Qu'il échet donc de dire que la juridiction présidentielle du Tribunal d'Abidjan est incompétente pour statuer comme elle l'a fait, la juridiction compétente en l'espèce étant le président du Tribunal de commerce de Paris, qu'il y a donc lieu de rétracter l'ordonnance querellée;
Attendu que la SDV-CI succombe; qu'il y a lieu de la condamner aux entiers dépens;
PAR CES MOTIFS :
Statuant publiquement contradictoirement en matière commerciale sur opposition et en premier, ressort;
Déclare l'opposition formée par la société Rial Trading non recevable et bien fondée :
Rétracte l'ordonnance d'injonction de payer n°463 du 08/6/2000 pour cause d'incompétence territoriale;
Dit que la juridiction compétente est le président du Tribunal de commerce de Paris;
Condamne la SDV-CI aux entiers dépens;
Ainsi fait, jugé et prononcé publiquement, les jours et mois que dessus;
Et ont signé le Président et le Greffe.
Observations de Joseph ISSA-SAYEGH, Professeur, Consultant
Il est exact que seule une clause d'attribution de compétence en un lieu autre que ceux prévus par l'article 3 AUVE aurait pu détourner le juge de l'application de ce texte ("compétence du juge du domicile ou du lieu où demeure effectivement le débiteur ou l'un d'eux en cas de pluralité de débiteurs ».)

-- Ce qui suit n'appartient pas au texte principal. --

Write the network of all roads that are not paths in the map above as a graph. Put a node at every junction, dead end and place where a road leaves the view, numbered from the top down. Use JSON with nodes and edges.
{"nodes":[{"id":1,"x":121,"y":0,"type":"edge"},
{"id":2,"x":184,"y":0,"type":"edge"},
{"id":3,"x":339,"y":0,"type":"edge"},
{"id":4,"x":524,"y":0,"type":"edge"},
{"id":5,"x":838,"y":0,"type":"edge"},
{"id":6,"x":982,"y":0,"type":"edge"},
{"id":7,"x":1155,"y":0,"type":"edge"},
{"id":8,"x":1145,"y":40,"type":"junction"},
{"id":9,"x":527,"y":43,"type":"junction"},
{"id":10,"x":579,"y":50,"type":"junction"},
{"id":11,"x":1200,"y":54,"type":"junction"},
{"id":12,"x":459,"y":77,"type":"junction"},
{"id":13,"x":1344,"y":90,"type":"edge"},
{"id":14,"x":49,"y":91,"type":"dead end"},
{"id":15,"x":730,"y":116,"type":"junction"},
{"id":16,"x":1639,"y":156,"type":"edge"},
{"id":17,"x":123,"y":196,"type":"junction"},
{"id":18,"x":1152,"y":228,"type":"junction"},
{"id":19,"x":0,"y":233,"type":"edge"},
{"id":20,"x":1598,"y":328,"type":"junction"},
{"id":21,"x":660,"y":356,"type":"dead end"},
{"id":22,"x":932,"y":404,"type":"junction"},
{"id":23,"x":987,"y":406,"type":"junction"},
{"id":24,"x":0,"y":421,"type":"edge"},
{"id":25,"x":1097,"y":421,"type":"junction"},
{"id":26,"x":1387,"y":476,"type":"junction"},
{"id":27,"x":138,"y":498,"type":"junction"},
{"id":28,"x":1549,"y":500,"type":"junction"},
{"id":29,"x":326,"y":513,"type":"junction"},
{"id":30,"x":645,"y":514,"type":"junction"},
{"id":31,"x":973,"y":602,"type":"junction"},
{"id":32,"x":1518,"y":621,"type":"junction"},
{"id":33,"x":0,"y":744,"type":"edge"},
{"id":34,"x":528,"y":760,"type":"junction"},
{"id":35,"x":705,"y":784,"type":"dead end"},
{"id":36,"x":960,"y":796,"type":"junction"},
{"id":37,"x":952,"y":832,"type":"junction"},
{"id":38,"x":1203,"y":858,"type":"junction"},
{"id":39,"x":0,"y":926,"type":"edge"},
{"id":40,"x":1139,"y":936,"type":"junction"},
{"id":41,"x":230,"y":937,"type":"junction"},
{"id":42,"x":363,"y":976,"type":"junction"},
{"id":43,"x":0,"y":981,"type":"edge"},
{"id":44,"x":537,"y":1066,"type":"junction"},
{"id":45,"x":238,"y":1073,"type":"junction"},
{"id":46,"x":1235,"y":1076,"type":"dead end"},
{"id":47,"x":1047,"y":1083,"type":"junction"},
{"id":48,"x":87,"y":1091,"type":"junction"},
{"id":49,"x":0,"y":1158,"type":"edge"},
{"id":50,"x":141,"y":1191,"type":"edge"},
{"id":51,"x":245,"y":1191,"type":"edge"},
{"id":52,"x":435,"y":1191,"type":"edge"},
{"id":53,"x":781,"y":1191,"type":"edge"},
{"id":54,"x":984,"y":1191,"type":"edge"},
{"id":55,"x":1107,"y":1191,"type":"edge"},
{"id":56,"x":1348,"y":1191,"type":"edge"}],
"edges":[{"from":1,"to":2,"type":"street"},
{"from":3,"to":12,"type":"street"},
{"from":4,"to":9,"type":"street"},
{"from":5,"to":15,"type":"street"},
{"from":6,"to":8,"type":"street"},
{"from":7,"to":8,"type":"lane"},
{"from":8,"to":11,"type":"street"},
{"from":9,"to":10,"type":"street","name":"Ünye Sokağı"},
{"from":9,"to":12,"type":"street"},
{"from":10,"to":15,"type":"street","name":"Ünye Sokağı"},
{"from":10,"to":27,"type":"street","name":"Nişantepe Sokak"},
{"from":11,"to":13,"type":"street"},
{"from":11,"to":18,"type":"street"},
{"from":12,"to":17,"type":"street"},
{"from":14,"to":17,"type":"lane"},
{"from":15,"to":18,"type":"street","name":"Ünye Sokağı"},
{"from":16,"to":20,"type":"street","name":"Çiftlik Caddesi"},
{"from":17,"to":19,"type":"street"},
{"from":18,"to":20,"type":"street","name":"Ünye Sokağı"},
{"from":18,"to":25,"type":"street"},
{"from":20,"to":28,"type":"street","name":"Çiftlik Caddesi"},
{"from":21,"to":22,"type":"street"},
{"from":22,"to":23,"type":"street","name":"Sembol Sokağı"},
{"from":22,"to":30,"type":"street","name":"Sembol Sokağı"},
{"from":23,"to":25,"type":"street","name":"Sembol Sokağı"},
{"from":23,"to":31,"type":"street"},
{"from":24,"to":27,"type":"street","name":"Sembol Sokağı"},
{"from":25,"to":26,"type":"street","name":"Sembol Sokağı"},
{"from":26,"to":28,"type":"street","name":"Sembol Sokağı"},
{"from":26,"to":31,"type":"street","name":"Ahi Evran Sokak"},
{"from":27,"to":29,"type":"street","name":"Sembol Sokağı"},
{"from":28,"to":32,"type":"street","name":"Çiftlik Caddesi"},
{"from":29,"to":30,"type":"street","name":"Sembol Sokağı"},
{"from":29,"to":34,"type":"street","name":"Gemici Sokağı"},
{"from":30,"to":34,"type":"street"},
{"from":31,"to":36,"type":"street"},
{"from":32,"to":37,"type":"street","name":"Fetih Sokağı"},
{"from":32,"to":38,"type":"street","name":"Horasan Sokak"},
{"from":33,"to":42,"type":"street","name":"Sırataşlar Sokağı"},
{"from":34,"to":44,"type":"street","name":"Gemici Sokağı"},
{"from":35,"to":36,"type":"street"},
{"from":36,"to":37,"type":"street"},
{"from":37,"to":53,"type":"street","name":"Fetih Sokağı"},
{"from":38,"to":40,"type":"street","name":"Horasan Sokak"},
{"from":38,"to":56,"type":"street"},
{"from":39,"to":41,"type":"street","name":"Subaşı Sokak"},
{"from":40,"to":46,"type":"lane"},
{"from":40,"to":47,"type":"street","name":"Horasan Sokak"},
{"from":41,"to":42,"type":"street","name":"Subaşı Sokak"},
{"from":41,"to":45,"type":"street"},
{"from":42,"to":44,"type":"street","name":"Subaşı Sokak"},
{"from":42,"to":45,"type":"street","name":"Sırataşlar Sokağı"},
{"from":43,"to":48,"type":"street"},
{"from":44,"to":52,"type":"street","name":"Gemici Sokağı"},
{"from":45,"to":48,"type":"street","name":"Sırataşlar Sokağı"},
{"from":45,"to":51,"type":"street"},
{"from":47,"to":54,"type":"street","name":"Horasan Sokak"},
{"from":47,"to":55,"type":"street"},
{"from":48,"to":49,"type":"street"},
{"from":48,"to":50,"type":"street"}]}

Cela étant, le demandeur à l'injonction de payer n'aurait-il pu invoquer les relations d'affaires continues et régulières entre les parties, constituant ainsi une indivisibilité de rapports juridiques dans laquelle la précédente élection de domicile pouvait s'insérer? La question méritait d'être posée au juge.